## [EXERCISE INSTRUCTIONS]
When you reach the line in the data below that contains "thumb cmc: (232, 262)", please start repeating lines exactly, and stop after the line that contains "middle mcp: (106, 124)", repeating nothing else.
● ● ● ●
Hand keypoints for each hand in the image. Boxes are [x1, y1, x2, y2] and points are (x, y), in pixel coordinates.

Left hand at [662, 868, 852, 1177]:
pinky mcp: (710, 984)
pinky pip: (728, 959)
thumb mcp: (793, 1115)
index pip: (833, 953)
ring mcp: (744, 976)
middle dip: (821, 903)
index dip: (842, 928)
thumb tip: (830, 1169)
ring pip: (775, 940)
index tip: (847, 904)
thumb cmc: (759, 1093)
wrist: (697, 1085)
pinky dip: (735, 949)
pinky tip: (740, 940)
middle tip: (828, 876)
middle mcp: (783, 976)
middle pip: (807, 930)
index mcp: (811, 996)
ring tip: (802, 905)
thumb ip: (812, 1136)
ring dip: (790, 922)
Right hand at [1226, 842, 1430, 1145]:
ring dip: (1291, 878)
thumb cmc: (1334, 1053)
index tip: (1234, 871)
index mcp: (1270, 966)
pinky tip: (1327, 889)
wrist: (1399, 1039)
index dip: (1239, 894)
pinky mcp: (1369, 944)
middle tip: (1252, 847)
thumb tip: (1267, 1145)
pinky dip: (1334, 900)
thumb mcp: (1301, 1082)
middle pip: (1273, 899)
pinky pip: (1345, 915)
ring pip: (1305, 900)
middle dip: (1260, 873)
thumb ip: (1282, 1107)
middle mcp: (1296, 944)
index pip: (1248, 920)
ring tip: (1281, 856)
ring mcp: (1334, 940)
● ● ● ●
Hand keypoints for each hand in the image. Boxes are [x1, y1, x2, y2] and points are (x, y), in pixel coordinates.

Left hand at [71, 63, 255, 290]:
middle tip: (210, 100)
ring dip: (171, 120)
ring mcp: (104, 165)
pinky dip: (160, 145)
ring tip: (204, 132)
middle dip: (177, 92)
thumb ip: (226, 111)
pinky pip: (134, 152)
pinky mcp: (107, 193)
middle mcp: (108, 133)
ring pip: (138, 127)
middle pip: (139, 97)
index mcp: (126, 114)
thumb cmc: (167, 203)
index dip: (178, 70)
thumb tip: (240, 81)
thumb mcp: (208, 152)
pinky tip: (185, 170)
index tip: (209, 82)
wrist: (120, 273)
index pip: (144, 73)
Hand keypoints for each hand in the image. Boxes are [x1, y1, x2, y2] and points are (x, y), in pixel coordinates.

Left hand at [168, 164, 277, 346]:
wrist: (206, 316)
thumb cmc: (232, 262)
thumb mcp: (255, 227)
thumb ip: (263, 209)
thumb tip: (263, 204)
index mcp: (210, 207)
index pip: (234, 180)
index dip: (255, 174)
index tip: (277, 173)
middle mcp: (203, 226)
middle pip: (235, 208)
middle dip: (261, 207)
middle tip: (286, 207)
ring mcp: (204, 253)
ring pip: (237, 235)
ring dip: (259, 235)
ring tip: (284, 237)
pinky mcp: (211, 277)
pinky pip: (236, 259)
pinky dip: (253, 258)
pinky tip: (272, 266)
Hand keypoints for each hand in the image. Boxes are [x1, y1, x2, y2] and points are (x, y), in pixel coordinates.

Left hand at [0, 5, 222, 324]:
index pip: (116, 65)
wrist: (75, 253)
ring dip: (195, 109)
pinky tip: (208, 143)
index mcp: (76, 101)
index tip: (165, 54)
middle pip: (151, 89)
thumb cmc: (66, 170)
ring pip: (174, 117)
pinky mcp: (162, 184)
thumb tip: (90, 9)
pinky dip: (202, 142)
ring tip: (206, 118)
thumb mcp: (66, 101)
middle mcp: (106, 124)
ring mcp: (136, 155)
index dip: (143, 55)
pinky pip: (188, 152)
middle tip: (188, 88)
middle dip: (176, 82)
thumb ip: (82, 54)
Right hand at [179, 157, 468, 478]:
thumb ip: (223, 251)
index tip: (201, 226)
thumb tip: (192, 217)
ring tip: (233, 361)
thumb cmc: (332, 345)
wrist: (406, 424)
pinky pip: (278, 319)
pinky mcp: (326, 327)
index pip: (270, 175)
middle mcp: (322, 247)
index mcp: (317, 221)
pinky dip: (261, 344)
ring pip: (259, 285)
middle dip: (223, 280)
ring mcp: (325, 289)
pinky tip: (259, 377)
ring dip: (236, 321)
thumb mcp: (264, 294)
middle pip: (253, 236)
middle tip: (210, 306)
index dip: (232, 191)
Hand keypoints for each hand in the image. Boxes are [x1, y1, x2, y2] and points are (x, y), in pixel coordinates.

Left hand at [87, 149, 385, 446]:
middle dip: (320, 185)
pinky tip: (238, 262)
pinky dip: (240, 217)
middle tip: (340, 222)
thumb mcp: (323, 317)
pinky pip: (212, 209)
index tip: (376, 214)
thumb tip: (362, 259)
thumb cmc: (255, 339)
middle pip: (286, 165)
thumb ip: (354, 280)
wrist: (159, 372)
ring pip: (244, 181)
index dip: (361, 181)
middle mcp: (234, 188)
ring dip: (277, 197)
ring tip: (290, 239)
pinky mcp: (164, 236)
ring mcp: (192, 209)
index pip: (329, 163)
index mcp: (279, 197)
● ● ● ●
## [ANSWER SECTION]
thumb cmc: (232, 262)
thumb mcp: (255, 227)
thumb ip: (263, 209)
thumb tip: (263, 204)
index mcp: (210, 207)
index pip: (234, 180)
index dip: (255, 174)
index tip: (277, 173)
middle mcp: (203, 226)
middle pip: (235, 208)
middle dip: (261, 207)
middle tip: (286, 207)
ring mcp: (204, 253)
ring pip: (237, 235)
ring dip: (259, 235)
ring tip: (284, 237)
pinky mcp: (211, 277)
pinky pip: (236, 259)
pinky dip: (253, 258)
pinky tip: (272, 266)
Hand keypoints for each hand in the image. Boxes are [x1, y1, x2, y2] and points are (x, y), in pixel coordinates.

Left hand at [0, 5, 222, 324]:
index pip: (116, 65)
wrist: (75, 253)
ring dip: (195, 109)
pinky tip: (208, 143)
index mcp: (76, 101)
index tip: (165, 54)
middle pip: (151, 89)
thumb cmc: (66, 170)
ring pip: (174, 117)
pinky mcp: (162, 184)
thumb tip: (90, 9)
pinky dip: (202, 142)
ring tip: (206, 118)
thumb mcp: (66, 101)
middle mcp: (106, 124)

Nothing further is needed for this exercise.